彼の目指すものはただ一つ、真の魔術王たる実力。そのためには魔力を打ち消すタタラと、ソロモン自身より強いローゼンを排除しなければならない。
「真の神は傲りすぎであるが、その無礼を許そう。お前が白く清浄なる世界のためにその指輪を使う事を祈っている」
白銀の騎士は踵を返して外へ出ていく。
「聖なる使いをあまり信用してはいないが感謝するぞ。大天使ミカエル」
その白銀の騎士に向けてソロモンは背を向けたままで口端を吊り上げる。
「我々も邪なる力を求める人間族など信用していない。しかし主の命とあっては仕方ない。清浄なる世界に戻したのならば、指輪のもう半分を祝いとして贈ろう」
「さてはもう片方を私がつける事で自身が操られる事を恐れているな。四大天使ともあろう存在が忌み嫌う人間族に操られるほどみっともない事はないからな」
ミカエルが鼻を鳴らした瞬間、彼の足元に純白の魔法陣が出現すると共に、白銀の鎧がどさっと地面に落ちた。
鎧の中に入っていたのは大量の羽根だった。
ミカエルと入れ替わるように、ドアをノックして入ってきたのは薄汚く顔が歪んでいる騎士。しかし肩にセクバニア聖騎士団の紋章がある。軍神の直轄部隊の騎士と言うことがよくわかる。

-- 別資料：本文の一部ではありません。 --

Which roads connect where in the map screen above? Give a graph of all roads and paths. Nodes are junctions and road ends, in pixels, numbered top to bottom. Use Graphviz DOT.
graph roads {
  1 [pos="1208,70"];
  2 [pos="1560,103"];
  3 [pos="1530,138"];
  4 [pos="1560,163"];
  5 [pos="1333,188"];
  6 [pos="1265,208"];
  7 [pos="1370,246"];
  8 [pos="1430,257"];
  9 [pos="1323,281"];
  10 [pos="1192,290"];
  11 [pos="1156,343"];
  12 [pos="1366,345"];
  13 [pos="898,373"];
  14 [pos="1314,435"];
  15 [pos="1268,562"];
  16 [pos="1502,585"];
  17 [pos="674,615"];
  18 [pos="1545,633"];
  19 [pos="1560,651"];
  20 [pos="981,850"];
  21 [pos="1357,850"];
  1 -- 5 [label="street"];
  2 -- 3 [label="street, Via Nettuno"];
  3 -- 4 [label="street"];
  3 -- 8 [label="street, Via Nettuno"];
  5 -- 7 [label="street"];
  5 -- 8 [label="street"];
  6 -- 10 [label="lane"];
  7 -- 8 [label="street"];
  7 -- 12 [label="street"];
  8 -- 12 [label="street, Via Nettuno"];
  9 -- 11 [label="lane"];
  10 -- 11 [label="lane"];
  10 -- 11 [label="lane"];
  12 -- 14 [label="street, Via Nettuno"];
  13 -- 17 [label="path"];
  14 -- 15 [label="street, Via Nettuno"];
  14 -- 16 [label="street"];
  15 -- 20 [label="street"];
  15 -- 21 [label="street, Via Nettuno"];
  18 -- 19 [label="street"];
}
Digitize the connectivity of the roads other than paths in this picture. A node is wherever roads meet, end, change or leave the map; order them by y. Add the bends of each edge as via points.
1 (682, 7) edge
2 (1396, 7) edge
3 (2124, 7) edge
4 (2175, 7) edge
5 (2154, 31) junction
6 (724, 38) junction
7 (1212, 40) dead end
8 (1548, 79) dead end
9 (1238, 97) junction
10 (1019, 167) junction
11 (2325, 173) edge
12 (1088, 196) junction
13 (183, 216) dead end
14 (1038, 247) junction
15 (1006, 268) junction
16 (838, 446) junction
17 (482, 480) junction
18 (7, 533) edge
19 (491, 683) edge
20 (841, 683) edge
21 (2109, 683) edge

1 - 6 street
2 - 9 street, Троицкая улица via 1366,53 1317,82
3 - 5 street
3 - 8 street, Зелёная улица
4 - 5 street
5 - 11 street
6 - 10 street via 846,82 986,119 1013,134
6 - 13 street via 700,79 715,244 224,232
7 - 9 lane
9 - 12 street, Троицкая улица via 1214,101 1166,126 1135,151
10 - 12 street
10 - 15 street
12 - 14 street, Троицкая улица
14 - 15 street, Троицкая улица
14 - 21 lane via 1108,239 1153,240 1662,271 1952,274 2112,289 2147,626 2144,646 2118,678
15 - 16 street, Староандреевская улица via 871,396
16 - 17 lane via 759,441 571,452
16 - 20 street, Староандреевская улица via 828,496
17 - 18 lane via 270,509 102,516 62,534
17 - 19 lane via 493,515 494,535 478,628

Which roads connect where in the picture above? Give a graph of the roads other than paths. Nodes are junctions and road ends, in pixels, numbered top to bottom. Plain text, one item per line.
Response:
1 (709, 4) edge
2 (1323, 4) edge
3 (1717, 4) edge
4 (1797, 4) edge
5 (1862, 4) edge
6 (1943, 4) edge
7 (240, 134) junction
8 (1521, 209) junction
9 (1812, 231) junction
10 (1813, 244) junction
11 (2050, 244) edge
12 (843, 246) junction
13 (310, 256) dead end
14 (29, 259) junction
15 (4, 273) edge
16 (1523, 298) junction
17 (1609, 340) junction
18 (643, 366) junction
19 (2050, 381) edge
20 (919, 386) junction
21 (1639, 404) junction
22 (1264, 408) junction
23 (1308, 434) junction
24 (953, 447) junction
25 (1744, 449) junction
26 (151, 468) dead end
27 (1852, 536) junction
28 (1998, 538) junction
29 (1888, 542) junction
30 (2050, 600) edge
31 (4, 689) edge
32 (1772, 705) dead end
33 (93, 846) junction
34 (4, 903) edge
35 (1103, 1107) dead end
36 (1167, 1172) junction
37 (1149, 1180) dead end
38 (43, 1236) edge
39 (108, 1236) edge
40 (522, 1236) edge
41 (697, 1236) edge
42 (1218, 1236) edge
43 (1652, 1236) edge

この騎士こそ、タタラたちがセクバニア領を出る際に、すれ違った騎士団の中で唯一、タタラたちに不穏な笑みを浮かべていた人物である。
「どうじゃ、軍神のほうは」
「予想以上の堅物と見えます。魔術王陛下の言伝をさせていただきましたが断固拒否の態勢のようです。…ましてや幹部でもない私に謁見の機会など与えられるわけもなく…」
即座にソロモンをその騎士を睨んだ。騎士は即座に頭を深々と地面へ押し付ける。
「痴れ者が!門前払いを受けて良くない結果を持ち帰りおって!」
ソロモンは足元においてあった30センチもの鉄棒で騎士を殴りつけた。
騎士の結果に納得いかないといった様子で頭をかきむしるソロモン。
「もういい。こちらにはいい手がある。それに…アレを使えば軍神のみならず、セクバニア設立に携わった全ての大物が一カ所に集結する。なんといっても仲間を重んじる群れなのだから」
ソロモンは後ろを振り返る。小汚い騎士もその顔を上げて薄明かりに照らされた人ひとり収まるような巨大な縦型瓶に入っている存在に息を呑む。
「こ、これは…そんな…。ならば今あの地は誰が!」
「人の形、性格、魔力までもそっくりになれる魔神は一柱しかおるまいて」
「しかしアレは、魔女に封じ込められたはず…!」
ソロモンは喉を鳴らすように笑い、騎士に振り向く。
「この魔術王が自分より格上の術士を封じ込める策がないとでも?」
その言葉に騎士はハッとなり、小刻みに震えながら頭を再び下げる。
「たかが一つの町を覆う程度の聖魔の威力で魔神の力を弱める事など不可能。もちろん、この67の魔神たちもじゃ。あの魔女が勝ち誇って封じ込めたのは…ククク…じきに分かる。その時が来ればワシは愉快に笑いこける事が出来るだろうなぁ。…おぉそうじゃ。おぬしにチャンスをやろう。あの娘を使え。さすれば動揺を誘って一人くらいは刺し違えてでも始末出来るかもしれんしなぁ」
騎士に魔術王はガラス瓶よりも向こうを指す。
そこには無数の蔦で捕らえられて目を覚まさないアスベニ騎士団の幹部騎士、【新緑】カステリーゼ・トネルコフの姿があった。
そう、セクバニア全土は今や魔術王の手のひらの上。連合全土に張り巡らされた蜘蛛の糸は、着々と王の首へと迫っていたのだった。